- _Problem statement_
Nothing but the pictures should be dropped when the records are transcribed word for word.

===== Data provided =====

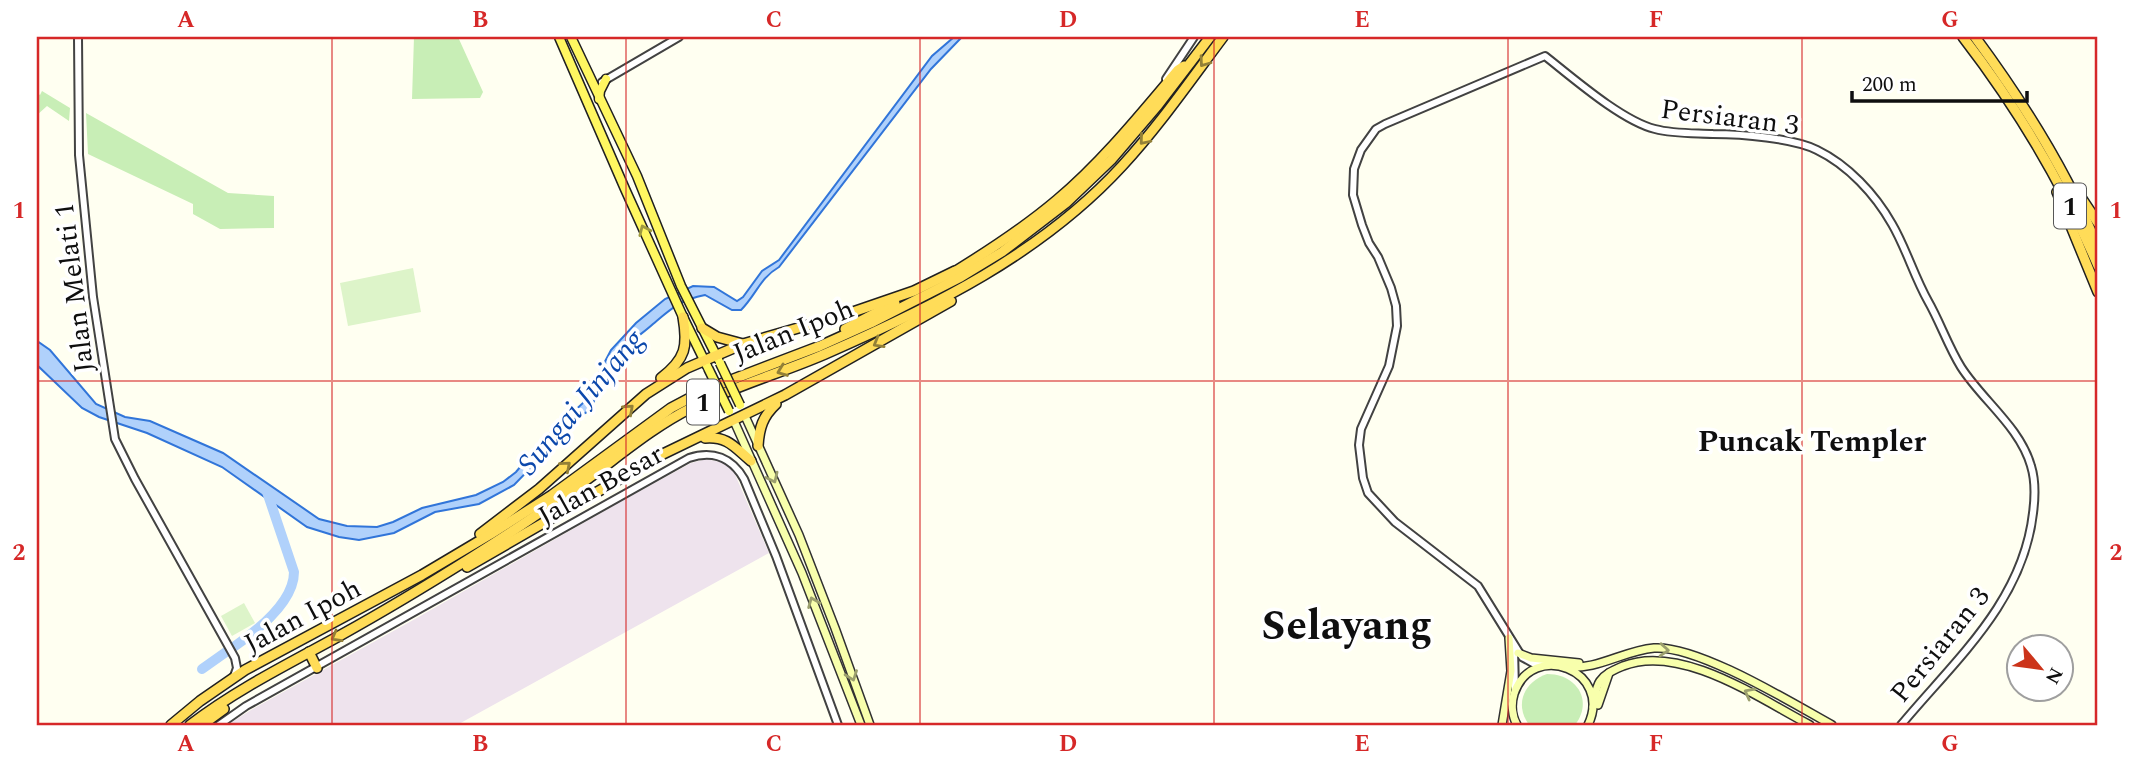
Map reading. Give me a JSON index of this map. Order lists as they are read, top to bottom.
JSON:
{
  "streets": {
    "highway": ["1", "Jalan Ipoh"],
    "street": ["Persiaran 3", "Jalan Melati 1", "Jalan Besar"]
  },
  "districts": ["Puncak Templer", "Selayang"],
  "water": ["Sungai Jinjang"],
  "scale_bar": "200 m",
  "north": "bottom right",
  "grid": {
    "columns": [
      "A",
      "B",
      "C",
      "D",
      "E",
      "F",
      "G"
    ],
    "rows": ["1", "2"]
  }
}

=====

- _Solved exercise_
Map reading. Give me a JSON index of this map. Order lists as they are read, top to bottom.
JSON:
{
  "streets": {
    "highway": ["1", "Jalan Ipoh"],
    "street": ["Persiaran 3", "Jalan Melati 1", "Jalan Besar"]
  },
  "districts": ["Puncak Templer", "Selayang"],
  "water": ["Sungai Jinjang"],
  "scale_bar": "200 m",
  "north": "bottom right",
  "grid": {
    "columns": [
      "A",
      "B",
      "C",
      "D",
      "E",
      "F",
      "G"
    ],
    "rows": ["1", "2"]
  }
}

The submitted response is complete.